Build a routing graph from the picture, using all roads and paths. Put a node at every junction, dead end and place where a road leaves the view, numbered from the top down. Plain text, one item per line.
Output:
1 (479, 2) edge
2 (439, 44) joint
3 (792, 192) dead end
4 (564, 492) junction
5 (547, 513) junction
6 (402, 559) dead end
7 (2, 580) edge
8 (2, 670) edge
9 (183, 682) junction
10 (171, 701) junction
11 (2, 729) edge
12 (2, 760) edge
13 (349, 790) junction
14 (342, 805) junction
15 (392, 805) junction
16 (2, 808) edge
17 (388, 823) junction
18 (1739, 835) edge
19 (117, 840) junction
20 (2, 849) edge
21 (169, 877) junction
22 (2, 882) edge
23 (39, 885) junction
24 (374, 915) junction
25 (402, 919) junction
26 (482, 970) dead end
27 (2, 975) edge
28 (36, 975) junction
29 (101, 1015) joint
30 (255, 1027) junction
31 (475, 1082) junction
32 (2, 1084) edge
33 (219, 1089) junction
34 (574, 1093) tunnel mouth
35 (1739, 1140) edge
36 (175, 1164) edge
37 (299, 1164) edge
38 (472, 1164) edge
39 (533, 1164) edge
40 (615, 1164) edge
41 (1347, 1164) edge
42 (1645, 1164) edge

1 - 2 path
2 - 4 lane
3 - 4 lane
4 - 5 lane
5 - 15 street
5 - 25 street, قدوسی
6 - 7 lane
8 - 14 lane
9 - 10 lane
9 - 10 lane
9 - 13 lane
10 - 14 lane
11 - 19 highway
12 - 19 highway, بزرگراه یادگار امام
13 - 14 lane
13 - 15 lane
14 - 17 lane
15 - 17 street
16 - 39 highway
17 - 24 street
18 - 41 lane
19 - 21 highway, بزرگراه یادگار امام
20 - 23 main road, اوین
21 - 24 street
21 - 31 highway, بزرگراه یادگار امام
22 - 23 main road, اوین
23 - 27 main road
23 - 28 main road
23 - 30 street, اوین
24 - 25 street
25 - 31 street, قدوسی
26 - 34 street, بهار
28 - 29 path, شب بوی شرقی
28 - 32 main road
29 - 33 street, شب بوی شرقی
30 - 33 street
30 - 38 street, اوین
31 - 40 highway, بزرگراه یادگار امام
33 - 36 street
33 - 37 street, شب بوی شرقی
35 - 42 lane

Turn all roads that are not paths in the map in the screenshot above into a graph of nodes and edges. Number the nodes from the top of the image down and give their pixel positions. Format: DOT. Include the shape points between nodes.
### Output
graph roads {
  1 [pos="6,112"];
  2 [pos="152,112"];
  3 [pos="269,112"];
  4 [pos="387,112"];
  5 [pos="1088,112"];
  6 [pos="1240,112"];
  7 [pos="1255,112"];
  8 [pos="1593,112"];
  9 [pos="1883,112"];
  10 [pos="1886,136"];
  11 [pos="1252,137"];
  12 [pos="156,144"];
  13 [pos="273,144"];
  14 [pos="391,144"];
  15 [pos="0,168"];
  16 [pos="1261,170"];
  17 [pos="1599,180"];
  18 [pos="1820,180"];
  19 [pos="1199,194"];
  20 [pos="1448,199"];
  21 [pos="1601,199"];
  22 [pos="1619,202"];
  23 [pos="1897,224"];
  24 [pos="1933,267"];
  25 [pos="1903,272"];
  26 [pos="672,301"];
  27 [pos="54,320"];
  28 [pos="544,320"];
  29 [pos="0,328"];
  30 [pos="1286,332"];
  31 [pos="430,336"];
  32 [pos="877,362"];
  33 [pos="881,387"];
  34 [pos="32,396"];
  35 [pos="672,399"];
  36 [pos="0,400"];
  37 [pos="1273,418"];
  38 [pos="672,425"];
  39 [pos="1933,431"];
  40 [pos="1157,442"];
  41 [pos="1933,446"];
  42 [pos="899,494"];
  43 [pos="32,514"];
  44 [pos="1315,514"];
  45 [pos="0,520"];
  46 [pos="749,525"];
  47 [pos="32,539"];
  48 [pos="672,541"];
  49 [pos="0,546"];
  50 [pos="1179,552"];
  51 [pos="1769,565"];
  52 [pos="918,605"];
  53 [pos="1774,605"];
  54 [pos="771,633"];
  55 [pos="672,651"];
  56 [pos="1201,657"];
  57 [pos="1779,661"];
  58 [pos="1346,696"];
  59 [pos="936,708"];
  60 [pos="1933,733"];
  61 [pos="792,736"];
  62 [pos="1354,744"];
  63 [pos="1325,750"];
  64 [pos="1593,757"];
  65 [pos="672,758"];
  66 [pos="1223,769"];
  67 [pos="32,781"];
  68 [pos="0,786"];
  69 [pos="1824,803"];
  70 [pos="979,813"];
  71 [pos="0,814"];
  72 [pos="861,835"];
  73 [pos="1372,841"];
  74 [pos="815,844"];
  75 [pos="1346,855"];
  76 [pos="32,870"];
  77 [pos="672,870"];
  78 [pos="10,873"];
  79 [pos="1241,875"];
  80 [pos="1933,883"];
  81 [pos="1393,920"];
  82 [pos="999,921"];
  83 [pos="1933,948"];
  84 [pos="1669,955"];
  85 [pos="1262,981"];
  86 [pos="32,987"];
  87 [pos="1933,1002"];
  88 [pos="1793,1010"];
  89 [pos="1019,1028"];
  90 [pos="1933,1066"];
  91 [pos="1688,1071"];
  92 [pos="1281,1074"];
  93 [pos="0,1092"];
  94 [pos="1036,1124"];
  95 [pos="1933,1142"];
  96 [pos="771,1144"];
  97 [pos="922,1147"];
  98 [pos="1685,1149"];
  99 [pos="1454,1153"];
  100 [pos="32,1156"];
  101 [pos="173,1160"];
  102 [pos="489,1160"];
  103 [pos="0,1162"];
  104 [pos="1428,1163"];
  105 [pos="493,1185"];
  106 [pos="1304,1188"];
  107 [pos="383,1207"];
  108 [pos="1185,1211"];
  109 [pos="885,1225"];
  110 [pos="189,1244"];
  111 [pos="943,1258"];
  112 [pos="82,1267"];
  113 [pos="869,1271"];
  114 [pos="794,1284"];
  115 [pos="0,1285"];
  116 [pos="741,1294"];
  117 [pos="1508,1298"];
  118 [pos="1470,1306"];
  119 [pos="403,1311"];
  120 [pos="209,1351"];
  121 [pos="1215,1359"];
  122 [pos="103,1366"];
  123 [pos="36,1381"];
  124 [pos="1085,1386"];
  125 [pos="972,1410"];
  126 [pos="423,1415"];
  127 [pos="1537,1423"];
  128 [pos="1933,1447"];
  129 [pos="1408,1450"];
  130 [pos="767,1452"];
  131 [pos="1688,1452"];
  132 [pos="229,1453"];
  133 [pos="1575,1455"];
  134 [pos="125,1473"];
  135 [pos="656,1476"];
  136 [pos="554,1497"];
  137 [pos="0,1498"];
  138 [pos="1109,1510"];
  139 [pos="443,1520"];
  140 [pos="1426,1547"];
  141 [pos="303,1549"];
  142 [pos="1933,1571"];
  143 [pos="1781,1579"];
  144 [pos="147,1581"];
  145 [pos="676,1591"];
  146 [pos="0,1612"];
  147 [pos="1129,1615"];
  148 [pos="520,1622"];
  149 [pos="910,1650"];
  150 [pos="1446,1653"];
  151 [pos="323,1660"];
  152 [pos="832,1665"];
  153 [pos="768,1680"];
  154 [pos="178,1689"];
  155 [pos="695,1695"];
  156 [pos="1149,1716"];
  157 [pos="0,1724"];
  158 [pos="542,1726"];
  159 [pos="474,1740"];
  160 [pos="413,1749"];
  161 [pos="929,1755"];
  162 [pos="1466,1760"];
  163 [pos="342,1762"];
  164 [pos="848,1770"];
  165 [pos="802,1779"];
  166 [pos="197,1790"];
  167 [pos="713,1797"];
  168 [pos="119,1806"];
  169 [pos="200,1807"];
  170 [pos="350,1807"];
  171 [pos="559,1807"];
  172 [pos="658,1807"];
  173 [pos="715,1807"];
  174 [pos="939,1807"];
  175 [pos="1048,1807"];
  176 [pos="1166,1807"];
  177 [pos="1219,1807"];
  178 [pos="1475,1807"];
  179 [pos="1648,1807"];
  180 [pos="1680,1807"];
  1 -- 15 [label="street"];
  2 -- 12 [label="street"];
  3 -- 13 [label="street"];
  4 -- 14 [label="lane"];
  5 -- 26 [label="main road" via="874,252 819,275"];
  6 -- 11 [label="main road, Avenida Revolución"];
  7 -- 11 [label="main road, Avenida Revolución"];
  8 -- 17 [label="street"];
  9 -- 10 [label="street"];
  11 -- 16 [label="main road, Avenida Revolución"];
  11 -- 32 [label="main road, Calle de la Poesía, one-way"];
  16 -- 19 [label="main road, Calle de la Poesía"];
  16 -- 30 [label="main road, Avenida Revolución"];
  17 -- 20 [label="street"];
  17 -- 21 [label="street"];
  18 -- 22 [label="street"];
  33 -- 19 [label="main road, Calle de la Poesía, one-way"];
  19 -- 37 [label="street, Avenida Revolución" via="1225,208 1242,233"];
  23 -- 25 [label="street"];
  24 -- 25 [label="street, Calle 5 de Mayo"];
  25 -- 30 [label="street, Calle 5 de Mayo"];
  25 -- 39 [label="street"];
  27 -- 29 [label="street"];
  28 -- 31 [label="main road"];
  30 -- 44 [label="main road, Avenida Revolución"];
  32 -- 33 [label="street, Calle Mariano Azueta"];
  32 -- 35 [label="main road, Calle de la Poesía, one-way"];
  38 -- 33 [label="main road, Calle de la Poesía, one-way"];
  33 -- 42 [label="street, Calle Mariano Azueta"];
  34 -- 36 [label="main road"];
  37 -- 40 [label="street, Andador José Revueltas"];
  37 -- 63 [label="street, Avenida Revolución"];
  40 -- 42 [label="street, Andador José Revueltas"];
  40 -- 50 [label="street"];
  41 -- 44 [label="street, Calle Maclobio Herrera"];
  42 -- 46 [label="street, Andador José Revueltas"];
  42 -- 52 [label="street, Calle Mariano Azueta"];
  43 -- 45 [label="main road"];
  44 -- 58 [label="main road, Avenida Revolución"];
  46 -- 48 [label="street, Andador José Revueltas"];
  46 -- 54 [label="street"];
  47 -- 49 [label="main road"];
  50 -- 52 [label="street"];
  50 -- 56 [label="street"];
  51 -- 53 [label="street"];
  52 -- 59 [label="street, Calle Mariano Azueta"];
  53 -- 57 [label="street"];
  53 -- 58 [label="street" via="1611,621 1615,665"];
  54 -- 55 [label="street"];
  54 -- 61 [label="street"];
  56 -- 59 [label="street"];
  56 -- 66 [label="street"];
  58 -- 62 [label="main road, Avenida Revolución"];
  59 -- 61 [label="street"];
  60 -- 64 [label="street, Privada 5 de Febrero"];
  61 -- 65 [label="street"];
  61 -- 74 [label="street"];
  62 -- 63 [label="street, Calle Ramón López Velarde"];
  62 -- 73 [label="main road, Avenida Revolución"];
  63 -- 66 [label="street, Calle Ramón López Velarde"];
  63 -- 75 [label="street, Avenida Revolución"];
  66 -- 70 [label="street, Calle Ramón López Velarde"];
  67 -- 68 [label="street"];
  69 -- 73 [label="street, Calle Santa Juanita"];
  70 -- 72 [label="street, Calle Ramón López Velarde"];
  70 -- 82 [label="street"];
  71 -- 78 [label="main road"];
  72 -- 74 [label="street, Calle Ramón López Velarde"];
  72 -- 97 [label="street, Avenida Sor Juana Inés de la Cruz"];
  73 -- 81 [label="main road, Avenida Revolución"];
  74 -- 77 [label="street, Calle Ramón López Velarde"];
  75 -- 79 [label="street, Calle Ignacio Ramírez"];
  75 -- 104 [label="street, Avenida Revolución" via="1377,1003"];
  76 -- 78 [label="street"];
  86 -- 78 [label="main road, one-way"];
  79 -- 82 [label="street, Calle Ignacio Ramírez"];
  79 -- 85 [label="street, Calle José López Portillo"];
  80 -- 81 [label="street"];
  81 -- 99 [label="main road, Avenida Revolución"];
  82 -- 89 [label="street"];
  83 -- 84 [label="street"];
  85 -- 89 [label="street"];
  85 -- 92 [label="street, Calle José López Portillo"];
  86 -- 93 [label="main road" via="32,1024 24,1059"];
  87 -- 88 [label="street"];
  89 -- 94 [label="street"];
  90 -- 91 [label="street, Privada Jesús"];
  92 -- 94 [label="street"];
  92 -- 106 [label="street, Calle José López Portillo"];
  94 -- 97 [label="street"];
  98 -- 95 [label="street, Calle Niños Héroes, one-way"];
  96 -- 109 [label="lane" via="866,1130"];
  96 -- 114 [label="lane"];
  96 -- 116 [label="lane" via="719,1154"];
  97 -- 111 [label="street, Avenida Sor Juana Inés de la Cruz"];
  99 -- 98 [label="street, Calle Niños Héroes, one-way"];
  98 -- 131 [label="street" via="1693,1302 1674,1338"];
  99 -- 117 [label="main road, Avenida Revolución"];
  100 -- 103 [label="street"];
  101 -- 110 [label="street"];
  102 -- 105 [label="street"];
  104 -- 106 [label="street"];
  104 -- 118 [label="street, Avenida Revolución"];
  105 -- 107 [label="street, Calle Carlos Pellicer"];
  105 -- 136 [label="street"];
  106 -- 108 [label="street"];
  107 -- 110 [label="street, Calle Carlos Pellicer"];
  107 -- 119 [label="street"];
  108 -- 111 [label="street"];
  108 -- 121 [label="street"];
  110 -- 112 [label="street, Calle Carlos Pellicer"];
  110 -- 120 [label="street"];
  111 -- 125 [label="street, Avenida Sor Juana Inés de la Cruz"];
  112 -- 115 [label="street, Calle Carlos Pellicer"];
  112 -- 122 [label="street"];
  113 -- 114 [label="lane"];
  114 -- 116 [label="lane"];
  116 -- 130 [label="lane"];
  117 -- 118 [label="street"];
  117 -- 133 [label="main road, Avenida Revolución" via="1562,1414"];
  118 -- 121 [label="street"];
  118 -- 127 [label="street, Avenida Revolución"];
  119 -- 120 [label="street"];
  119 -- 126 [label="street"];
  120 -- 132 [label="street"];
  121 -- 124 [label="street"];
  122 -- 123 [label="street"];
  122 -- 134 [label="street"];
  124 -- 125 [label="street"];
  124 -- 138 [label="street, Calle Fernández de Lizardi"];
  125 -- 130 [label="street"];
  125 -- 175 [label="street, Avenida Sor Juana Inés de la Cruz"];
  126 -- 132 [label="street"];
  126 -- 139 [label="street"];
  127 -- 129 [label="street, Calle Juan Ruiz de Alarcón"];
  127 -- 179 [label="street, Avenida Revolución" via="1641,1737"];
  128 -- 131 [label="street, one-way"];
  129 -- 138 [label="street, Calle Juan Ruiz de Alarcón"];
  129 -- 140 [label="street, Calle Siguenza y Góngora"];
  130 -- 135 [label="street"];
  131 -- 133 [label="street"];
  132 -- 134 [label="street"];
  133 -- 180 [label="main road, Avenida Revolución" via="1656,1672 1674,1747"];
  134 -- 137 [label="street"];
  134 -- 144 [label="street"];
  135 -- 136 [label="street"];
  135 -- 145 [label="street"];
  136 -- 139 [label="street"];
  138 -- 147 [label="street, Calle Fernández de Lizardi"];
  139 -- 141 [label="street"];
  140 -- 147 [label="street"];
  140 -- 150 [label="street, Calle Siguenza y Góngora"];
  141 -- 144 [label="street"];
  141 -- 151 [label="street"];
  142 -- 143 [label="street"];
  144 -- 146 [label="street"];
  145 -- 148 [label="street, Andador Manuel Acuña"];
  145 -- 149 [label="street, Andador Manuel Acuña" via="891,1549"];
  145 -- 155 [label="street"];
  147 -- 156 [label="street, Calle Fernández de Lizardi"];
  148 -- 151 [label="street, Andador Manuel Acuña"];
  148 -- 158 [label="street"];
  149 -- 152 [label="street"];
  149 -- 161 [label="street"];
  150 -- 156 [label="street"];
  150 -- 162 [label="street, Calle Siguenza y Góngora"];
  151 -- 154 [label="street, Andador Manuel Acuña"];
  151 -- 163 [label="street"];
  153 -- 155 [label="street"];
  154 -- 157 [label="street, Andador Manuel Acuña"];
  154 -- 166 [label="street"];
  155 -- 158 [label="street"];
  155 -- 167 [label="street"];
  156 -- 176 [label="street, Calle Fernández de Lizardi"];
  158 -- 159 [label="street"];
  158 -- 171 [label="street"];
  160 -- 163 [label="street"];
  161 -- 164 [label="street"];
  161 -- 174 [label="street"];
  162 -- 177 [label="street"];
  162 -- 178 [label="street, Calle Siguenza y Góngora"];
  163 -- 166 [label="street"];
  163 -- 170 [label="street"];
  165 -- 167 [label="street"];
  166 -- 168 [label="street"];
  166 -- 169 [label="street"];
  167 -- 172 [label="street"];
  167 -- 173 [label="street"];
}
━━━━━━
Work to be completed
In the preceding material, find each line holding the word "Siguenza" and copy it out.

Answer for this exercise
  129 -- 140 [label="street, Calle Siguenza y Góngora"];
  140 -- 150 [label="street, Calle Siguenza y Góngora"];
  150 -- 162 [label="street, Calle Siguenza y Góngora"];
  162 -- 178 [label="street, Calle Siguenza y Góngora"];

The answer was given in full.